JazzTimes’ robust recovery

The November issue of JazzTimes magazine is the first created (not just published) under the imprimatur of Madavor Media, LLC imprint, and the periodical looks very much the same as before its hiatus last spring. Editors Lee Mergener and Evan Haga remain, columnists Nat Hentoff and Nate Chinen are present, most if not all recent editorial contributors remain on the masthead and features — drumming being the issue’s loose theme — are by regulars, though Fernando González, former editor of rival Jazziz, came onboard to write the story on Guggenheim Foundation and MacArthur fellow Miguel Zenón.

This four-color issue is 82 pages long, with more than 16 pages of ads from record and equipment companies, jazz cruises and festivals, and jazz ed institutions and the good folks at North Coast Brewing Company, who recently issued a cd by the Brother Thelonious Quintet with alumni of the Monk Institute’s performance program — 100% of the cd’s sales proceeds going back to that program for international jazz education. 
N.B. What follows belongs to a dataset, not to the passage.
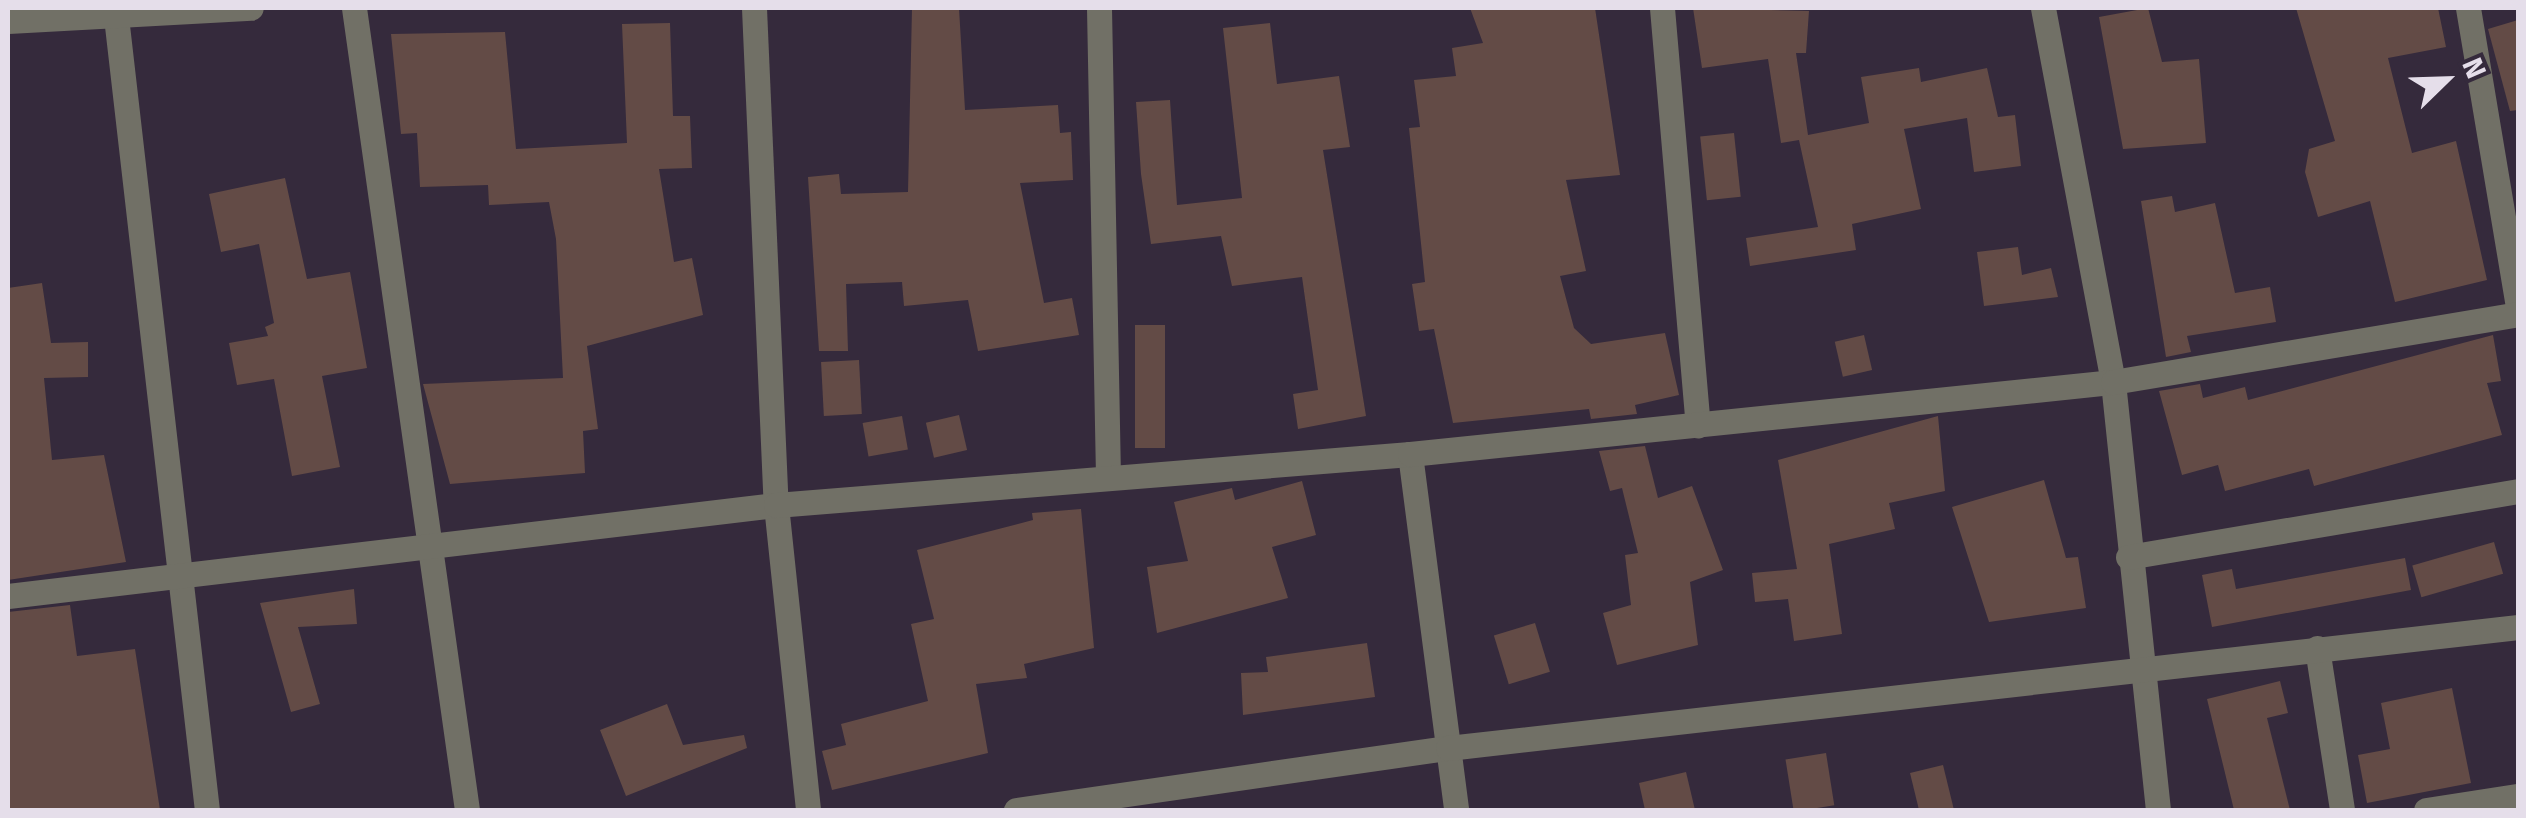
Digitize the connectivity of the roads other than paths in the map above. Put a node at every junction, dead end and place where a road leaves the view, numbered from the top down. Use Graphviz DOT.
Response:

The cover story about upbeat and creative drummer Matt Wilson is by Chinen (who blogs at The Gig and reviews for the New York Times); Dr. Bruce H. Klauber examines the “30-year rivalry between Gene Krupa and Buddy Rich; there are short pieces on percussionists Andrewy Cyrille, Dan Weiss, Justin Faulkner and Tyshawn Sorey, bassist Linda Oh and singer Dee Alexander; a listening test for drummer Jimmy Cobb, columns on new gear and digital transferring of vinyl to mp3 files, and plentiful record reviews.
It’s not a breakthrough — JazzTimes is still JazzTimes — but neither is it any sort of compromise. Madavor Media’s one obvious new step is to introduce an online version, free to print subscribers and $20 per year all by itself. So welcome back to life, JT, and may the mag henceforth thrive. (Frequent readers of this blog may know I’m a senior contributor to Down Beat, but I’ve written for JazzTimes, too.)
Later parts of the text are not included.